With the government’s increased VAT rate of 20%, Madderson explains that the duty increase of 3.02ppl planned for January 1, 2012, will in reality add 4ppl to the pump price. A further deferred increase is due on August 1.

“Let me reaffirm our estimate that this combined 8ppl overall tax rise will take as much as £3.5bn a year out of the consumer’s pocket,” he stressed to the Chancellor.

“From customer evidence on our forecourts across the UK, we know that household budgets will be rocked by this post-Christmas tax penalty.”

The RMIP believes that any fuel duty rise next year will:

1)  Place new pressure on UK inflation with possible consequences for interest rates.

2)  Reduce fuel sales yet further and so reduce total potential tax revenue.

3)  Increase the already serious levels of fuel-related crime, eg laundering, smuggling and forecourt theft by drive-offs, “no means of payment” and tank siphoning.

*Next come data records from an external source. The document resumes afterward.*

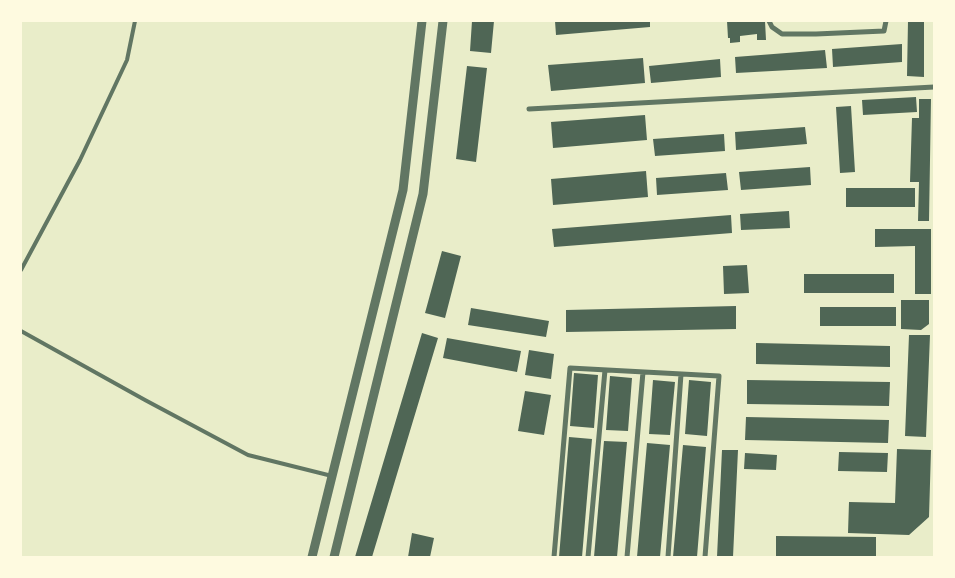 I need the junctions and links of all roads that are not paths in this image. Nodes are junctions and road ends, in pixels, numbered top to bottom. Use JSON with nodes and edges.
{"nodes":[{"id":1,"x":135,"y":21,"type":"edge"},
{"id":2,"x":422,"y":21,"type":"edge"},
{"id":3,"x":443,"y":21,"type":"edge"},
{"id":4,"x":769,"y":21,"type":"edge"},
{"id":5,"x":886,"y":21,"type":"edge"},
{"id":6,"x":934,"y":87,"type":"edge"},
{"id":7,"x":529,"y":109,"type":"dead end"},
{"id":8,"x":21,"y":270,"type":"edge"},
{"id":9,"x":21,"y":331,"type":"edge"},
{"id":10,"x":605,"y":370,"type":"junction"},
{"id":11,"x":643,"y":372,"type":"junction"},
{"id":12,"x":682,"y":374,"type":"junction"},
{"id":13,"x":332,"y":476,"type":"junction"},
{"id":14,"x":312,"y":557,"type":"edge"},
{"id":15,"x":334,"y":557,"type":"edge"},
{"id":16,"x":554,"y":557,"type":"edge"},
{"id":17,"x":588,"y":557,"type":"edge"},
{"id":18,"x":627,"y":557,"type":"edge"},
{"id":19,"x":668,"y":557,"type":"edge"},
{"id":20,"x":705,"y":557,"type":"edge"}],
"edges":[{"from":1,"to":8,"type":"lane"},
{"from":2,"to":13,"type":"street"},
{"from":3,"to":15,"type":"street"},
{"from":4,"to":5,"type":"street"},
{"from":6,"to":7,"type":"street"},
{"from":9,"to":13,"type":"lane"},
{"from":10,"to":11,"type":"street"},
{"from":10,"to":16,"type":"street"},
{"from":10,"to":17,"type":"street"},
{"from":11,"to":12,"type":"street"},
{"from":11,"to":18,"type":"street"},
{"from":12,"to":19,"type":"street"},
{"from":12,"to":20,"type":"street"},
{"from":13,"to":14,"type":"street"}]}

4)  Disadvantage any possible economic recovery.

5)  Mask all political and social gain from MP Danny Alexander’s proposed rural fuel duty rebate scheme, due to be announced imminently.

6)  Increase the current closure rate of independent forecourt operators, especially in the economically challenged rural areas. This loses jobs, local amenities and impacts our overall energy resilience by reducing refined stock at forecourts.

In his letter Madderson also referred to the FairFuel UK campaign which had attracted the support of 115,000 motorists, and led to last week’s debate in the House of Commons.

“In the opinion of my members, this is just another manifestation of the deep public resentment that further fuel tax rises will engender, especially coming so soon after the festive season and when retailers are already fearing a spending drought through the first quarter of the new year.”